**Exercise description:**
With the pictures removed, write out the full listing below exactly.
______
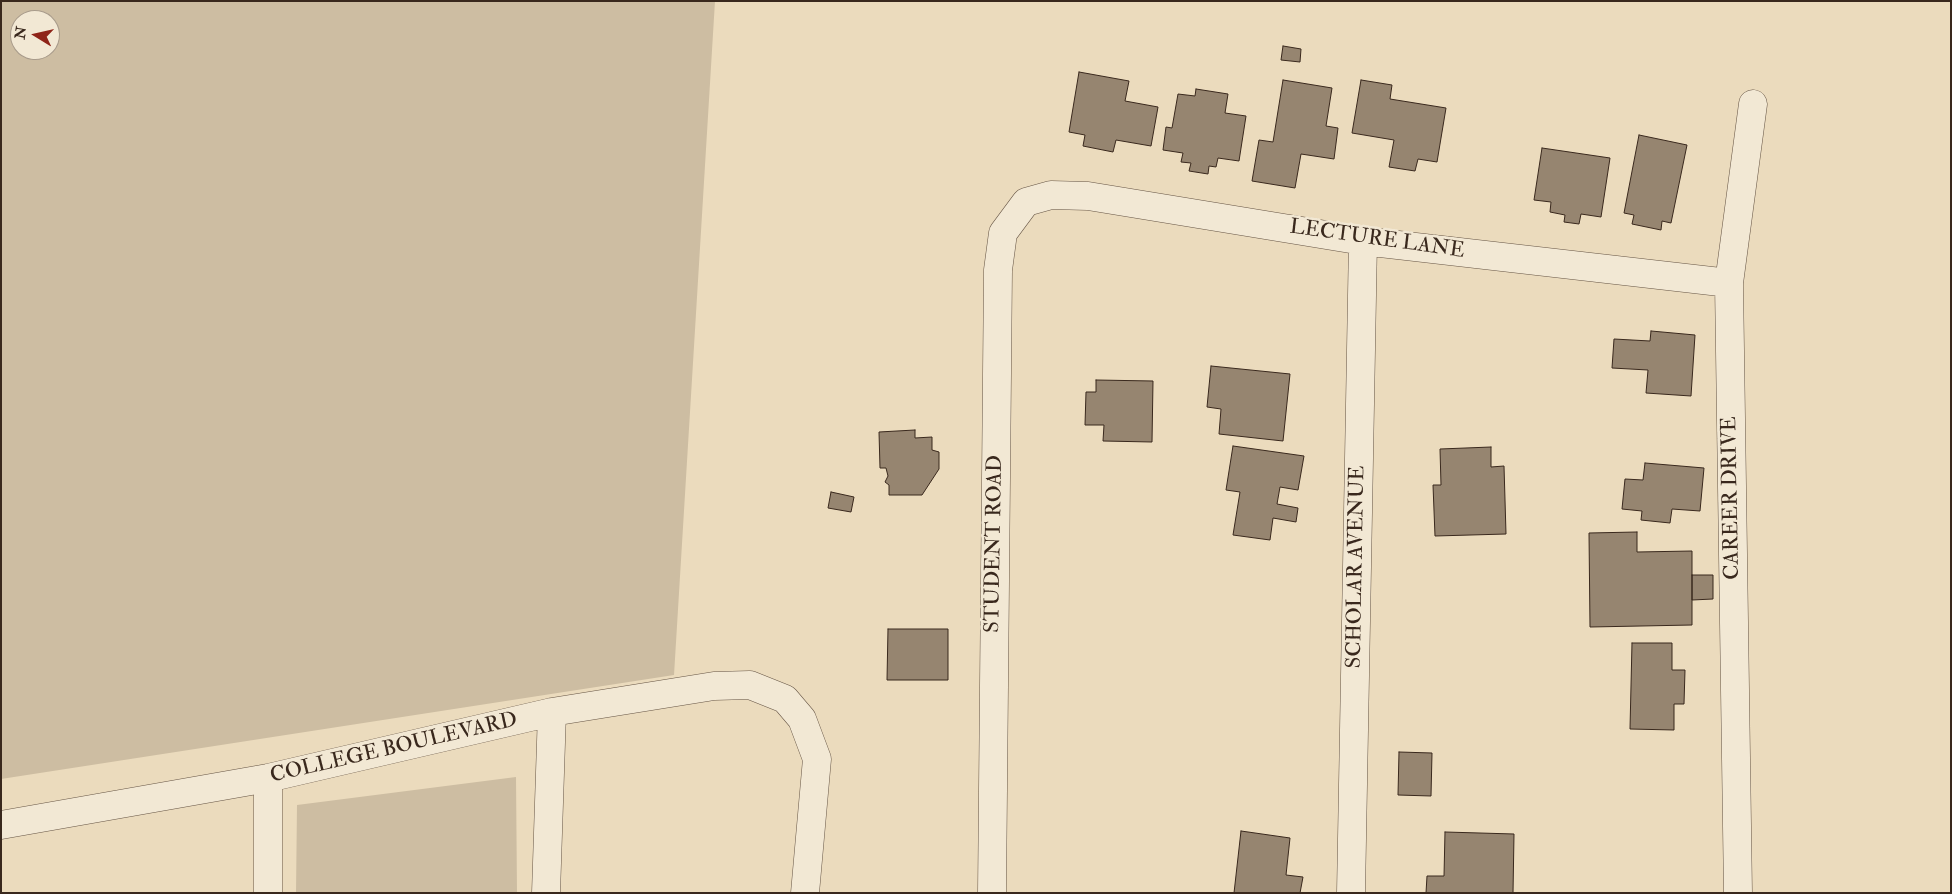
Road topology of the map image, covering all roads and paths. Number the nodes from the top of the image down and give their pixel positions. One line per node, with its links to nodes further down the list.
1 (1753, 104): 4 (street, CAREER DRIVE)
2 (1026, 202): 3 (street, LECTURE LANE); 11 (street, STUDENT ROAD)
3 (1363, 240): 4 (street, LECTURE LANE); 12 (street, SCHOLAR AVENUE)
4 (1729, 283): 13 (street, CAREER DRIVE)
5 (552, 712): 6 (street, COLLEGE BOULEVARD); 9 (street); 10 (street, COLLEGE BOULEVARD)
6 (268, 778): 7 (street, COLLEGE BOULEVARD); 8 (street)
7 (1, 825)
8 (268, 893)
9 (546, 893)
10 (806, 893)
11 (992, 893)
12 (1351, 893)
13 (1738, 893)

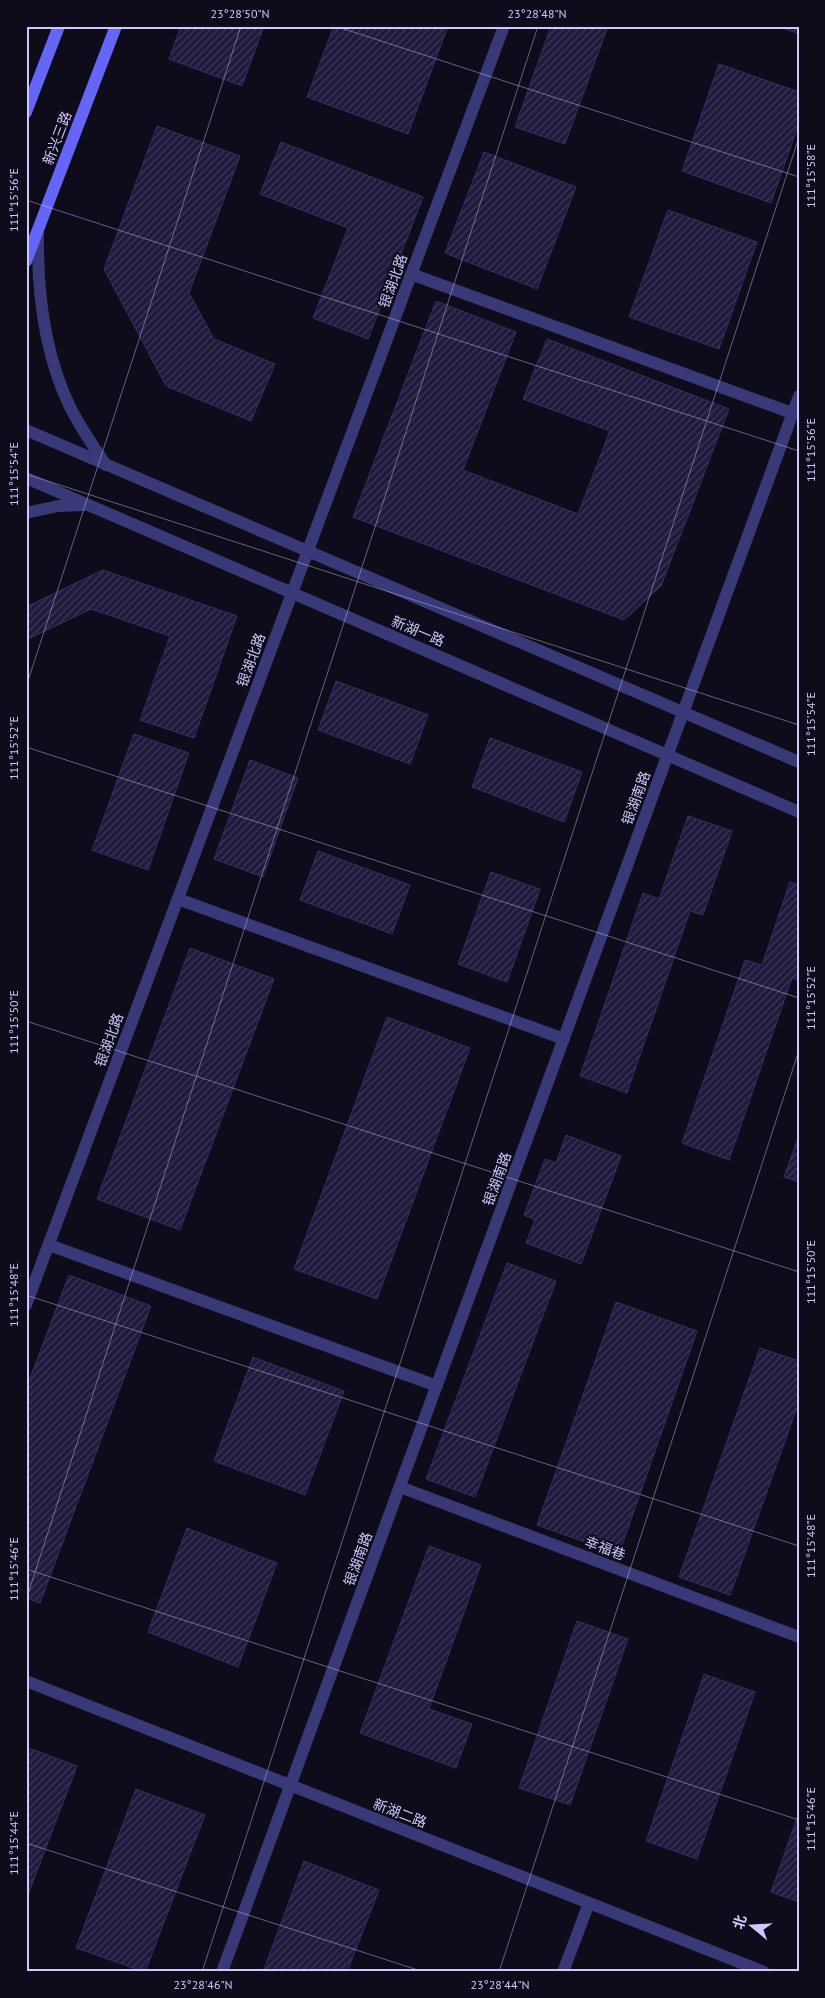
______
**Solution:**
Road topology of the map image, covering all roads and paths. Number the nodes from the top of the image down and give their pixel positions. One line per node, with its links to nodes further down the list.
1 (1753, 104): 4 (street, CAREER DRIVE)
2 (1026, 202): 3 (street, LECTURE LANE); 11 (street, STUDENT ROAD)
3 (1363, 240): 4 (street, LECTURE LANE); 12 (street, SCHOLAR AVENUE)
4 (1729, 283): 13 (street, CAREER DRIVE)
5 (552, 712): 6 (street, COLLEGE BOULEVARD); 9 (street); 10 (street, COLLEGE BOULEVARD)
6 (268, 778): 7 (street, COLLEGE BOULEVARD); 8 (street)
7 (1, 825)
8 (268, 893)
9 (546, 893)
10 (806, 893)
11 (992, 893)
12 (1351, 893)
13 (1738, 893)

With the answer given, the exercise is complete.